Here is something for you to get started. Note the use of Explicit Waits here and there:
import pandas as pd
import time
from selenium import webdriver
from selenium.webdriver.common.by import By
from selenium.webdriver.support.select import Select
from selenium.webdriver.support.ui import WebDriverWait
from selenium.webdriver.support import expected_conditions as EC
driver = webdriver.Firefox()
driver.maximize_window()
driver.get("http://quotes.freerealtime.com/dl/frt/M?IM=quotes&type=Time%26Sales&SA=quotes&symbol=IBM&qm_page=45750")
wait = WebDriverWait(driver, 400) # 400 seconds timeout
# wait for select element to be visible
time_select = Select(wait.until(EC.visibility_of_element_located((By.CSS_SELECTOR, "select[name=time]"))))
# select 9:30 and go
time_select.select_by_visible_text("09:30")

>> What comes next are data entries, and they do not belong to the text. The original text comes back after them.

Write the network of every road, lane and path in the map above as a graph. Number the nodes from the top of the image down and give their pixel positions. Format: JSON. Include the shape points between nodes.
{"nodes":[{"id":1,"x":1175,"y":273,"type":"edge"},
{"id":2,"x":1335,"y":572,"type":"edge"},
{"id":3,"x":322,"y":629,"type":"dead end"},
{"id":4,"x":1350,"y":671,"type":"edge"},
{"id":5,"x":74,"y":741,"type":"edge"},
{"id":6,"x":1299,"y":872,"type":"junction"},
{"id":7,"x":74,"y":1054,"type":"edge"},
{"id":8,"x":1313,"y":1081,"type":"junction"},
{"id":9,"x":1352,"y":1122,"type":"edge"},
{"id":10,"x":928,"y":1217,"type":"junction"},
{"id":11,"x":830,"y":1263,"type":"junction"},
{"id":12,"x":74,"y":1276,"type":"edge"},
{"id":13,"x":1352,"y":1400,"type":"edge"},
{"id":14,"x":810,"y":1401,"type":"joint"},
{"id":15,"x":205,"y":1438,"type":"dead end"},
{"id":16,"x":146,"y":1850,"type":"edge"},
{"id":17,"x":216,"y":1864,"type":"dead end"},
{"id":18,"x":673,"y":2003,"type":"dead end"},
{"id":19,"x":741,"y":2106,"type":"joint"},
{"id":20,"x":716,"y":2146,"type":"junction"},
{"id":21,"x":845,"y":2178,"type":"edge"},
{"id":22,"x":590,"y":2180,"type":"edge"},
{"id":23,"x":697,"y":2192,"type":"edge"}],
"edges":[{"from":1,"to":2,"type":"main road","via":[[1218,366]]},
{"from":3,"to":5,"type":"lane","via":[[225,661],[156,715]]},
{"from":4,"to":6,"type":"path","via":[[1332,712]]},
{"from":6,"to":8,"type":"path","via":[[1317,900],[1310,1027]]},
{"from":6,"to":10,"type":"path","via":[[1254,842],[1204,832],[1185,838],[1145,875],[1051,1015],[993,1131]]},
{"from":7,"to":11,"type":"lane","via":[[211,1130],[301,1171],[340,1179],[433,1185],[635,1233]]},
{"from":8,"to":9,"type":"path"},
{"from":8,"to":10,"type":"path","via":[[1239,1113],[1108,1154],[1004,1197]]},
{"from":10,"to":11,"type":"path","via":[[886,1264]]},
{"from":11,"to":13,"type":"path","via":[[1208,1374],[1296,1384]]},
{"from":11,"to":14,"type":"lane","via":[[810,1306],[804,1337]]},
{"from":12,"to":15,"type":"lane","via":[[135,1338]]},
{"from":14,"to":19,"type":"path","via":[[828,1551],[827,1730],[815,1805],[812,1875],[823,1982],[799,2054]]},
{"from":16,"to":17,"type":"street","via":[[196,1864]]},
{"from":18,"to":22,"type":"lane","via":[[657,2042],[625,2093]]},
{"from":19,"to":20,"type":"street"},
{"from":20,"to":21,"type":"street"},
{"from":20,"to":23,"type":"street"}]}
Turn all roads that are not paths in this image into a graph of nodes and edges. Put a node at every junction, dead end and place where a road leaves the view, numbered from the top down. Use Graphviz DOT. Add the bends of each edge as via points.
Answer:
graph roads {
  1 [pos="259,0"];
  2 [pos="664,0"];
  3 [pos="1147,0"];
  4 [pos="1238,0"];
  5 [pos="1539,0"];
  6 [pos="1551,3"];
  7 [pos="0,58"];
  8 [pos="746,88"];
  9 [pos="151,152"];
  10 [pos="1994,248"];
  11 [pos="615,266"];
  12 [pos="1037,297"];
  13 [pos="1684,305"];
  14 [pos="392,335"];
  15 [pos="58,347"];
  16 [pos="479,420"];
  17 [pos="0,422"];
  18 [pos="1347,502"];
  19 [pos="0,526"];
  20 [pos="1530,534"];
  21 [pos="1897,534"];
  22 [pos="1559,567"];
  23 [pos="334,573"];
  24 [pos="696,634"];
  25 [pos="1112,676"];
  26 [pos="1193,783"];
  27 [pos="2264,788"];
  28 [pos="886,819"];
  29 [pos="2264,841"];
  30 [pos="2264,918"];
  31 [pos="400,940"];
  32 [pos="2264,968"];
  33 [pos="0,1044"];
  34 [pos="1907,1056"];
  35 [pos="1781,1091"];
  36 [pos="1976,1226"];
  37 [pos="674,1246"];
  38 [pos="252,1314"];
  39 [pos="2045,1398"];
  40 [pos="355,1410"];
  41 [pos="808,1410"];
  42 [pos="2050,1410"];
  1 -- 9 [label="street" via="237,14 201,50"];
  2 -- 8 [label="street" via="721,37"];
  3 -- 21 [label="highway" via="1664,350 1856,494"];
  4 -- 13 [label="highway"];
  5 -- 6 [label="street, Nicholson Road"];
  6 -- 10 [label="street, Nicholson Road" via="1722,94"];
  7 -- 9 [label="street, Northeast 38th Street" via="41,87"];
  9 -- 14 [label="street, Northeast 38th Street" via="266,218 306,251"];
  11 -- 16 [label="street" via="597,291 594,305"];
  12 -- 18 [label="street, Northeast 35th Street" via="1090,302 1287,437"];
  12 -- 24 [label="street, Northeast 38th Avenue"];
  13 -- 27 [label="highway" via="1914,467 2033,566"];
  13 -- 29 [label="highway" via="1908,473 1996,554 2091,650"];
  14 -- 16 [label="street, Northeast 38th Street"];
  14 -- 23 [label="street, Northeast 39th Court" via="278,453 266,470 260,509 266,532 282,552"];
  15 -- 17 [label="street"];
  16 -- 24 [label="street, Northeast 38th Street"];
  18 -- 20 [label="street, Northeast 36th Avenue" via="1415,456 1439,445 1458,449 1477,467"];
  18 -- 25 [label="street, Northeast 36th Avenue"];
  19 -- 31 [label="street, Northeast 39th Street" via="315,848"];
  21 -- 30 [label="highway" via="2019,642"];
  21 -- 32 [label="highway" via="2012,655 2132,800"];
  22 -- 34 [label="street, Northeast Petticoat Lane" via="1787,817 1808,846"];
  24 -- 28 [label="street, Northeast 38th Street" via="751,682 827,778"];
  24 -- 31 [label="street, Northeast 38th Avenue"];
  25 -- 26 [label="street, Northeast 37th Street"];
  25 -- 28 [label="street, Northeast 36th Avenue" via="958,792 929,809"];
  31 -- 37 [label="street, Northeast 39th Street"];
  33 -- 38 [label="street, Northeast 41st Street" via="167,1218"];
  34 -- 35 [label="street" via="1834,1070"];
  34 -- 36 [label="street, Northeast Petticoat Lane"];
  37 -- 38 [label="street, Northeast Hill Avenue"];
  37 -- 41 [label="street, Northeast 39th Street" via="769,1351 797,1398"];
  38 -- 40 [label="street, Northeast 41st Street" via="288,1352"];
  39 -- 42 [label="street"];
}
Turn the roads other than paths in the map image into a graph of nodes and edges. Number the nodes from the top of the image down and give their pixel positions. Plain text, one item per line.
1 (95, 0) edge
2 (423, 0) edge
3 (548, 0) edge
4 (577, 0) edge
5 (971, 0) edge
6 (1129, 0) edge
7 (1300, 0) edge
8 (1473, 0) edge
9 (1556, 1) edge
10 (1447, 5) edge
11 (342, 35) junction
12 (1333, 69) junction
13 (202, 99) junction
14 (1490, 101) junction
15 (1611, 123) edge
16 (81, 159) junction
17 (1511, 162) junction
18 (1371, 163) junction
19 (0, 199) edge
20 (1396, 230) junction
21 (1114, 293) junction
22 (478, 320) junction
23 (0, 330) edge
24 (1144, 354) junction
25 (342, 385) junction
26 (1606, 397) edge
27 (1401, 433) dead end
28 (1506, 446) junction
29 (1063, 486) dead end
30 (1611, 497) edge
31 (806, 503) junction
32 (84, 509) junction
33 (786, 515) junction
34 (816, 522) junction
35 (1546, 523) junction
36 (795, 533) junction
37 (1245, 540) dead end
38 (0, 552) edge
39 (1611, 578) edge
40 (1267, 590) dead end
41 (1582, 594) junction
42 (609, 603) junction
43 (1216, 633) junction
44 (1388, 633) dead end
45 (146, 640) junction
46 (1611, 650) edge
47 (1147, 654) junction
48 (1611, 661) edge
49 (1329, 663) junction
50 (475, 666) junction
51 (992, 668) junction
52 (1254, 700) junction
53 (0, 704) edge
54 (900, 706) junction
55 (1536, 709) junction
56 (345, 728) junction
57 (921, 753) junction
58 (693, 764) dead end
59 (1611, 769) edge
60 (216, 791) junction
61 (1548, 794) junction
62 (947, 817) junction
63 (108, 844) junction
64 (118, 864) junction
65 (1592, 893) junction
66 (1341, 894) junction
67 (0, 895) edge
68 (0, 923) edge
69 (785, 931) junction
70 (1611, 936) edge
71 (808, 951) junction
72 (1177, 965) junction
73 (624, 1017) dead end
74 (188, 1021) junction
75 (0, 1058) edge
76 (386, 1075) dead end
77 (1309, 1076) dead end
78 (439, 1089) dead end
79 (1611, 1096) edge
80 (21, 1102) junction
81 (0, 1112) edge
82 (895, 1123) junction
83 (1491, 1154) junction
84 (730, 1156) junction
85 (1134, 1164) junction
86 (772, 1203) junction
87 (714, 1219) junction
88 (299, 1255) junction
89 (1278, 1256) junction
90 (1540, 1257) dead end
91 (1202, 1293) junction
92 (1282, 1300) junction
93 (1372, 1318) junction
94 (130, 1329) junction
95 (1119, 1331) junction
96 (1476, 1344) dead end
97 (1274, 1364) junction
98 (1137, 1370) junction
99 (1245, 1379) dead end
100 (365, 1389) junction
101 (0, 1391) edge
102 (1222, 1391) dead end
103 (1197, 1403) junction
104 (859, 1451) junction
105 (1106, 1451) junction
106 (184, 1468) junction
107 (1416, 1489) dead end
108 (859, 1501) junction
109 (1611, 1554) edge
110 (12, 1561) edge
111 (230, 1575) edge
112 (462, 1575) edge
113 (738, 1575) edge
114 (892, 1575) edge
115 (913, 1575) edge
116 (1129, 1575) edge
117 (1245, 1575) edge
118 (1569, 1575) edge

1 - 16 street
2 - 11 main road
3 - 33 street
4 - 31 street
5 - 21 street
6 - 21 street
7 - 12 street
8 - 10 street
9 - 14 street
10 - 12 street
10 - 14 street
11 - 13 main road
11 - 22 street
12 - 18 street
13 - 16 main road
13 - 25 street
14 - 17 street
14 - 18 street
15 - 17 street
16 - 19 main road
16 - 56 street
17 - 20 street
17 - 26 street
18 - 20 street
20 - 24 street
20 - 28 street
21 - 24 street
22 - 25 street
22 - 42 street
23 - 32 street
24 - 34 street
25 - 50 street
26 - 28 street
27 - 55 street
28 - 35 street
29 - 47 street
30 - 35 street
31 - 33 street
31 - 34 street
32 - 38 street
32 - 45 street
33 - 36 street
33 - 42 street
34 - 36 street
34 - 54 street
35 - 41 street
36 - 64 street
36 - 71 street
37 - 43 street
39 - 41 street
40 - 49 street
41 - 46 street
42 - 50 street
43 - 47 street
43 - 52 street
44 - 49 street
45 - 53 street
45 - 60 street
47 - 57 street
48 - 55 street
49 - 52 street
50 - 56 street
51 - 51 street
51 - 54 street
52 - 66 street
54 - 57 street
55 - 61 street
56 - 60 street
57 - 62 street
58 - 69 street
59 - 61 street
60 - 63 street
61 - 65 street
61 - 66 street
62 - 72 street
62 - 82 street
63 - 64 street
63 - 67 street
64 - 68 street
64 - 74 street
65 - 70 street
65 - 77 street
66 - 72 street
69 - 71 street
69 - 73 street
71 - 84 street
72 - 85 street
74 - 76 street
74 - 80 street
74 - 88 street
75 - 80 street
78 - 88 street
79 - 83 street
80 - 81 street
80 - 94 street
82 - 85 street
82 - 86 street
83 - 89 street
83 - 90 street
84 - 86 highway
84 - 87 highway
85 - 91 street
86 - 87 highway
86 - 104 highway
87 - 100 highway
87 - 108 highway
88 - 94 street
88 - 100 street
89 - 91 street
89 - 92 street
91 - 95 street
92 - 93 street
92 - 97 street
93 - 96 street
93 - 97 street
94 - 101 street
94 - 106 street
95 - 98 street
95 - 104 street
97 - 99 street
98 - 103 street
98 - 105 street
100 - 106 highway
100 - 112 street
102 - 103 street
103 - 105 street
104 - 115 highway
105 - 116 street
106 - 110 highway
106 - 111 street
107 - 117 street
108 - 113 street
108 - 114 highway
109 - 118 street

driver.execute_script("arguments[0].click();", driver.find_element_by_id("go"))
time.sleep(2)
while True:
# wait for the table to appear and load to pandas dataframe
table = wait.until(EC.presence_of_element_located((By.ID, "qmmt-time-and-sales-data-table")))
df = pd.read_html(table.get_attribute("outerHTML"))
print(df[0])
# wait for offset select to be visible and forward it 1 min
offset_select = Select(wait.until(EC.presence_of_element_located((By.CSS_SELECTOR, "select[name=timeOffset]"))))
offset_select.select_by_value("1")
time.sleep(2)
# TODO: think of a break condition
Note that this works really, really slow on my machine and I am not sure how well it would run on yours, but it continuously advances 1 minute forward in an endless loop (you would probably need to stop it at some point).